## Exercise objective
An exact reproduction of each record is required.

::::::::

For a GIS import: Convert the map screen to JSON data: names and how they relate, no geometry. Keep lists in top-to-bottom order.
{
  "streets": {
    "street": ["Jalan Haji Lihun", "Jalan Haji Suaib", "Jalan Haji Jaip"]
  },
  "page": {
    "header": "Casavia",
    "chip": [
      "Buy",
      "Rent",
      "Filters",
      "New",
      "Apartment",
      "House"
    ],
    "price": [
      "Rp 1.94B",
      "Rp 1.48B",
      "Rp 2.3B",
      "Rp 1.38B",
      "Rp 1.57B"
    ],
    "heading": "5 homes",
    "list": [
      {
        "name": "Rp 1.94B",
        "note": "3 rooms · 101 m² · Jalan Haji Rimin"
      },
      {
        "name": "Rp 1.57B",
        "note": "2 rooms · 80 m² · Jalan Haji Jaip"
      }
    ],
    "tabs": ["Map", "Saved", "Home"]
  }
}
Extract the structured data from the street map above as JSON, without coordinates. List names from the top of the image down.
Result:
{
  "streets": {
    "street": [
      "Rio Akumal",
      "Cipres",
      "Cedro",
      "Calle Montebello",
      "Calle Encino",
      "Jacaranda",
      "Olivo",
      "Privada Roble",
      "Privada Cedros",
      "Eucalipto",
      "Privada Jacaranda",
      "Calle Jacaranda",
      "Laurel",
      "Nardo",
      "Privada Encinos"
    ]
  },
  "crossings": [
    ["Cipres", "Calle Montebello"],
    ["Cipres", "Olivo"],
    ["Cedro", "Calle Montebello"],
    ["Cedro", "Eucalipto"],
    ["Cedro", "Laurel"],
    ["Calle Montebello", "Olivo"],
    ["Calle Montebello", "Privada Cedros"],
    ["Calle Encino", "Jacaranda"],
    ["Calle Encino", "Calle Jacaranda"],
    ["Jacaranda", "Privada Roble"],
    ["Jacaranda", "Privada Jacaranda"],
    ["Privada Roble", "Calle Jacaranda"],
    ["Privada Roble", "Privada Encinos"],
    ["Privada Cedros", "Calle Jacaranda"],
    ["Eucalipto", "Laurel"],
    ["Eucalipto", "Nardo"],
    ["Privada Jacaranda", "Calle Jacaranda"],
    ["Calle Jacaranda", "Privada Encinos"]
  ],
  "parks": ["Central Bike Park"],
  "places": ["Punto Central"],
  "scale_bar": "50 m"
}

::::::::

## Task answer
For a GIS import: Convert the map screen to JSON data: names and how they relate, no geometry. Keep lists in top-to-bottom order.
{
  "streets": {
    "street": ["Jalan Haji Lihun", "Jalan Haji Suaib", "Jalan Haji Jaip"]
  },
  "page": {
    "header": "Casavia",
    "chip": [
      "Buy",
      "Rent",
      "Filters",
      "New",
      "Apartment",
      "House"
    ],
    "price": [
      "Rp 1.94B",
      "Rp 1.48B",
      "Rp 2.3B",
      "Rp 1.38B",
      "Rp 1.57B"
    ],
    "heading": "5 homes",
    "list": [
      {
        "name": "Rp 1.94B",
        "note": "3 rooms · 101 m² · Jalan Haji Rimin"
      },
      {
        "name": "Rp 1.57B",
        "note": "2 rooms · 80 m² · Jalan Haji Jaip"
      }
    ],
    "tabs": ["Map", "Saved", "Home"]
  }
}
Extract the structured data from the street map above as JSON, without coordinates. List names from the top of the image down.
Result:
{
  "streets": {
    "street": [
      "Rio Akumal",
      "Cipres",
      "Cedro",
      "Calle Montebello",
      "Calle Encino",
      "Jacaranda",
      "Olivo",
      "Privada Roble",
      "Privada Cedros",
      "Eucalipto",
      "Privada Jacaranda",
      "Calle Jacaranda",
      "Laurel",
      "Nardo",
      "Privada Encinos"
    ]
  },
  "crossings": [
    ["Cipres", "Calle Montebello"],
    ["Cipres", "Olivo"],
    ["Cedro", "Calle Montebello"],
    ["Cedro", "Eucalipto"],
    ["Cedro", "Laurel"],
    ["Calle Montebello", "Olivo"],
    ["Calle Montebello", "Privada Cedros"],
    ["Calle Encino", "Jacaranda"],
    ["Calle Encino", "Calle Jacaranda"],
    ["Jacaranda", "Privada Roble"],
    ["Jacaranda", "Privada Jacaranda"],
    ["Privada Roble", "Calle Jacaranda"],
    ["Privada Roble", "Privada Encinos"],
    ["Privada Cedros", "Calle Jacaranda"],
    ["Eucalipto", "Laurel"],
    ["Eucalipto", "Nardo"],
    ["Privada Jacaranda", "Calle Jacaranda"],
    ["Calle Jacaranda", "Privada Encinos"]
  ],
  "parks": ["Central Bike Park"],
  "places": ["Punto Central"],
  "scale_bar": "50 m"
}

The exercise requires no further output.